**Exercise:** Please write the listing below out again exactly, leaving every picture behind.
#### Records shown
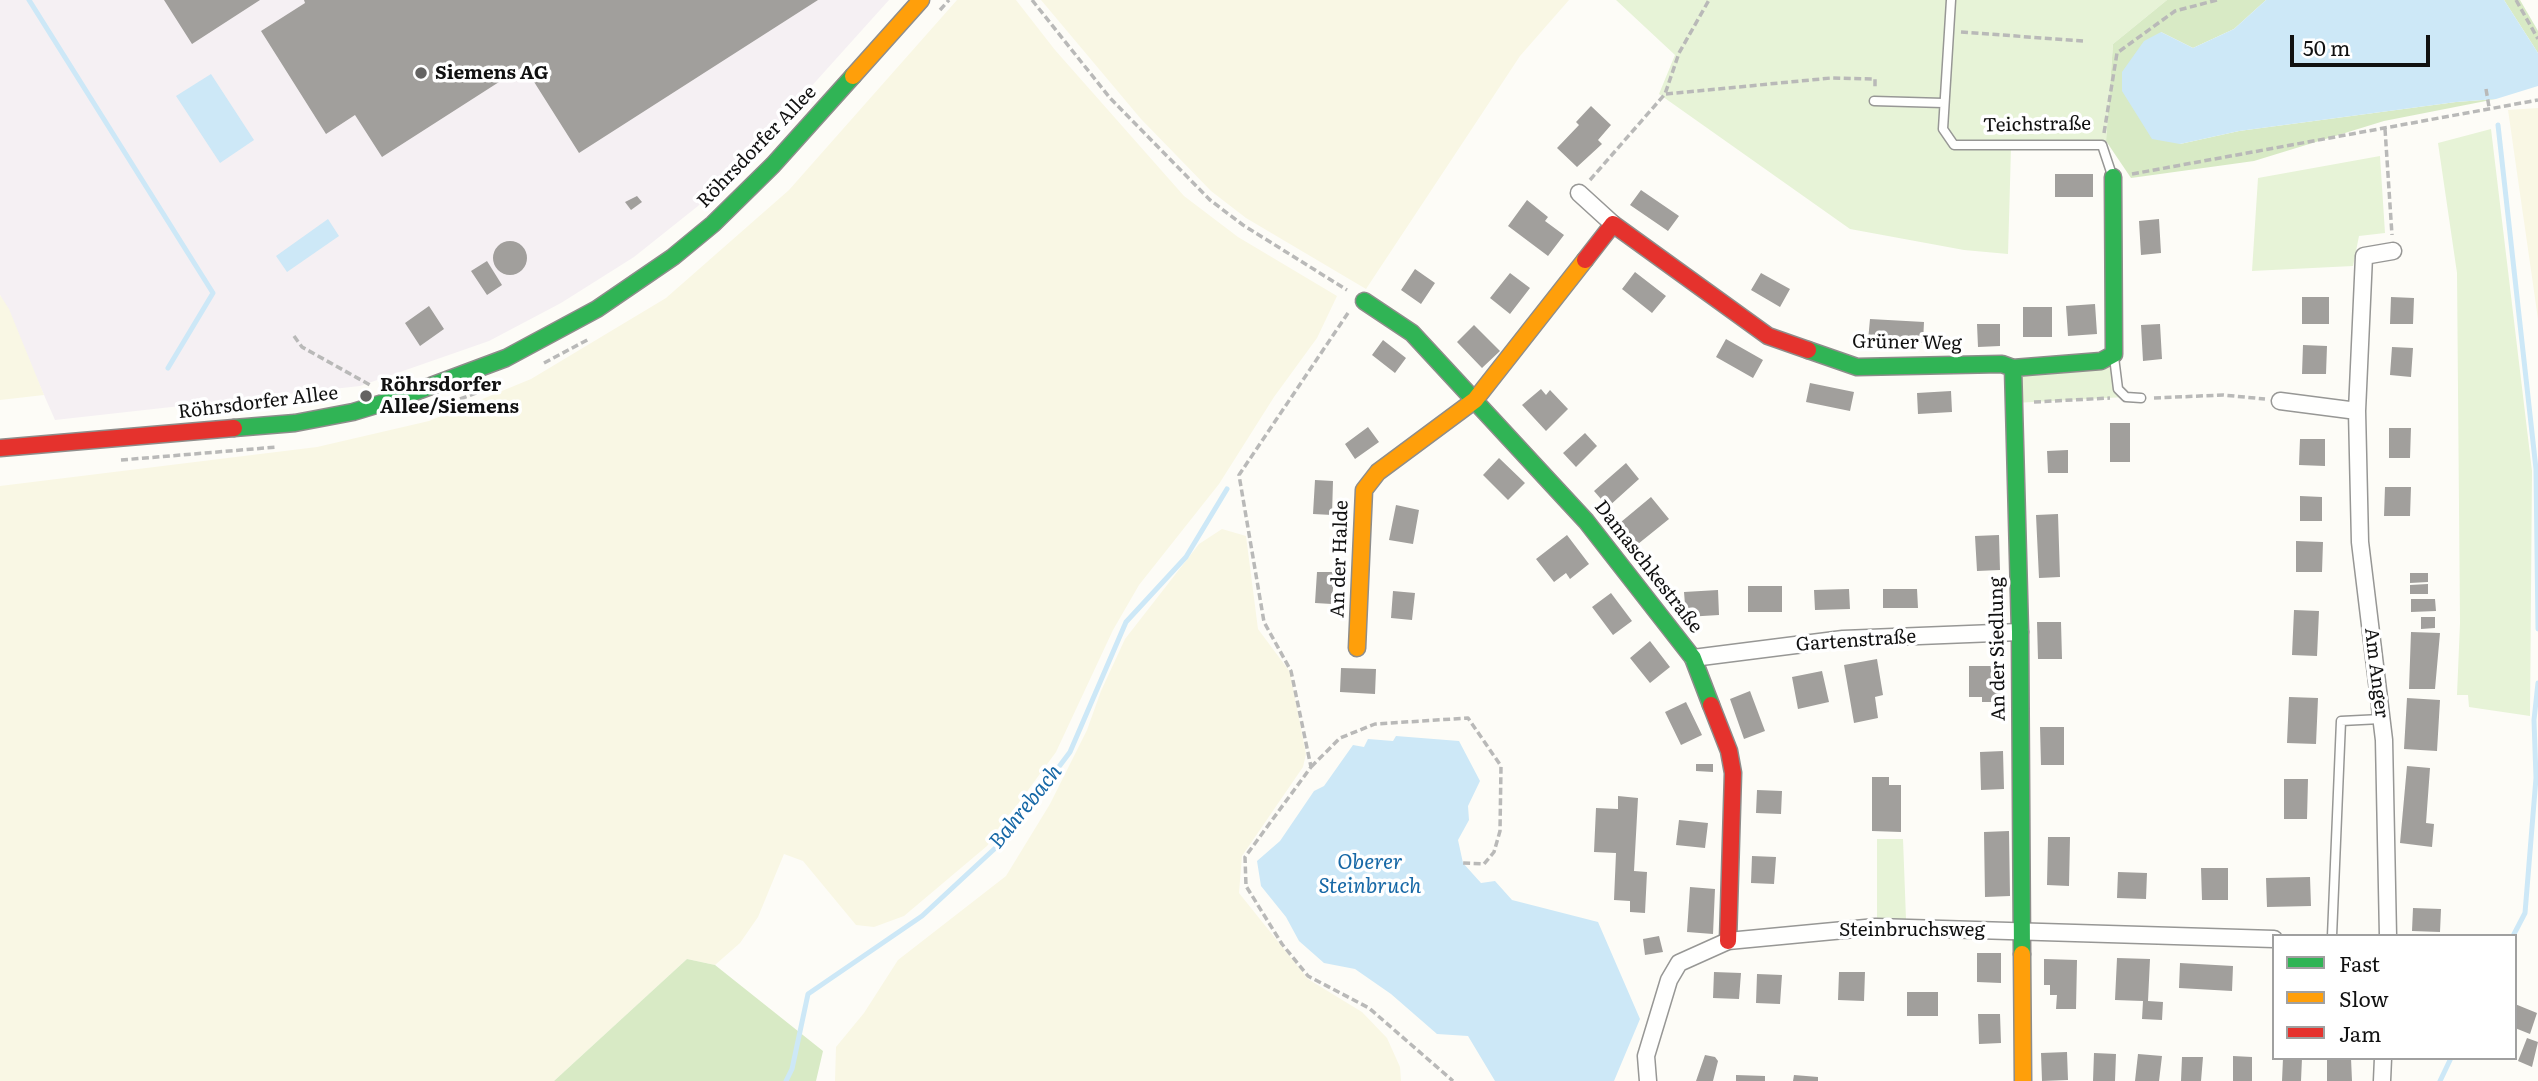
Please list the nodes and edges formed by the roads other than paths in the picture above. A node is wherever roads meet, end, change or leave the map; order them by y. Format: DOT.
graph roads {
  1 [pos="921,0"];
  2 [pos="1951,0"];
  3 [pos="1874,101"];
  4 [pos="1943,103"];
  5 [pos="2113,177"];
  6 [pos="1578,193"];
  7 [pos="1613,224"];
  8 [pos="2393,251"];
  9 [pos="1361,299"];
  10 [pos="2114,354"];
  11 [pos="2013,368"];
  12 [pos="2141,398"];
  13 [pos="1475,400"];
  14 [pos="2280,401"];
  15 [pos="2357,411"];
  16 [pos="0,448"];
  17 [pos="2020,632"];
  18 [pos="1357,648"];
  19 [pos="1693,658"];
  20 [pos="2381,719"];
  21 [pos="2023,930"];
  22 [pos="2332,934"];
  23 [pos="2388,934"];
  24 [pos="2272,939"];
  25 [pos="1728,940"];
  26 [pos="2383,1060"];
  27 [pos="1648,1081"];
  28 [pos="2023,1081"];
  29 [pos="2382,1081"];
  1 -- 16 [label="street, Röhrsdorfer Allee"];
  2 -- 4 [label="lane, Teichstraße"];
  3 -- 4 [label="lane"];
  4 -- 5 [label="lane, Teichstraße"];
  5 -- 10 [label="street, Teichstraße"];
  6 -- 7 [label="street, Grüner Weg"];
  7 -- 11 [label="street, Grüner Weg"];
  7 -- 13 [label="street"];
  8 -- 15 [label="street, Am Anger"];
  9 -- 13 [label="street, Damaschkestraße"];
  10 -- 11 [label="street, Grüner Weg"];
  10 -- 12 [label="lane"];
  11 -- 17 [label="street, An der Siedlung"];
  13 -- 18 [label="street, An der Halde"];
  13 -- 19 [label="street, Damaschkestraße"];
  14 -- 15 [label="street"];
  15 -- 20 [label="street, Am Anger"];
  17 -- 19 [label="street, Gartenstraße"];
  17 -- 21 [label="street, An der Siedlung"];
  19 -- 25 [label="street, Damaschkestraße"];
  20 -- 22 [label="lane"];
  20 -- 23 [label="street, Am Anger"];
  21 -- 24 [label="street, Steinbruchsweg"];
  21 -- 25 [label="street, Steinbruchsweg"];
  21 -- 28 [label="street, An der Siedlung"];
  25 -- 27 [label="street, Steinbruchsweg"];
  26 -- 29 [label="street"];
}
########
**Task answer:**
Please list the nodes and edges formed by the roads other than paths in the picture above. A node is wherever roads meet, end, change or leave the map; order them by y. Format: DOT.
graph roads {
  1 [pos="921,0"];
  2 [pos="1951,0"];
  3 [pos="1874,101"];
  4 [pos="1943,103"];
  5 [pos="2113,177"];
  6 [pos="1578,193"];
  7 [pos="1613,224"];
  8 [pos="2393,251"];
  9 [pos="1361,299"];
  10 [pos="2114,354"];
  11 [pos="2013,368"];
  12 [pos="2141,398"];
  13 [pos="1475,400"];
  14 [pos="2280,401"];
  15 [pos="2357,411"];
  16 [pos="0,448"];
  17 [pos="2020,632"];
  18 [pos="1357,648"];
  19 [pos="1693,658"];
  20 [pos="2381,719"];
  21 [pos="2023,930"];
  22 [pos="2332,934"];
  23 [pos="2388,934"];
  24 [pos="2272,939"];
  25 [pos="1728,940"];
  26 [pos="2383,1060"];
  27 [pos="1648,1081"];
  28 [pos="2023,1081"];
  29 [pos="2382,1081"];
  1 -- 16 [label="street, Röhrsdorfer Allee"];
  2 -- 4 [label="lane, Teichstraße"];
  3 -- 4 [label="lane"];
  4 -- 5 [label="lane, Teichstraße"];
  5 -- 10 [label="street, Teichstraße"];
  6 -- 7 [label="street, Grüner Weg"];
  7 -- 11 [label="street, Grüner Weg"];
  7 -- 13 [label="street"];
  8 -- 15 [label="street, Am Anger"];
  9 -- 13 [label="street, Damaschkestraße"];
  10 -- 11 [label="street, Grüner Weg"];
  10 -- 12 [label="lane"];
  11 -- 17 [label="street, An der Siedlung"];
  13 -- 18 [label="street, An der Halde"];
  13 -- 19 [label="street, Damaschkestraße"];
  14 -- 15 [label="street"];
  15 -- 20 [label="street, Am Anger"];
  17 -- 19 [label="street, Gartenstraße"];
  17 -- 21 [label="street, An der Siedlung"];
  19 -- 25 [label="street, Damaschkestraße"];
  20 -- 22 [label="lane"];
  20 -- 23 [label="street, Am Anger"];
  21 -- 24 [label="street, Steinbruchsweg"];
  21 -- 25 [label="street, Steinbruchsweg"];
  21 -- 28 [label="street, An der Siedlung"];
  25 -- 27 [label="street, Steinbruchsweg"];
  26 -- 29 [label="street"];
}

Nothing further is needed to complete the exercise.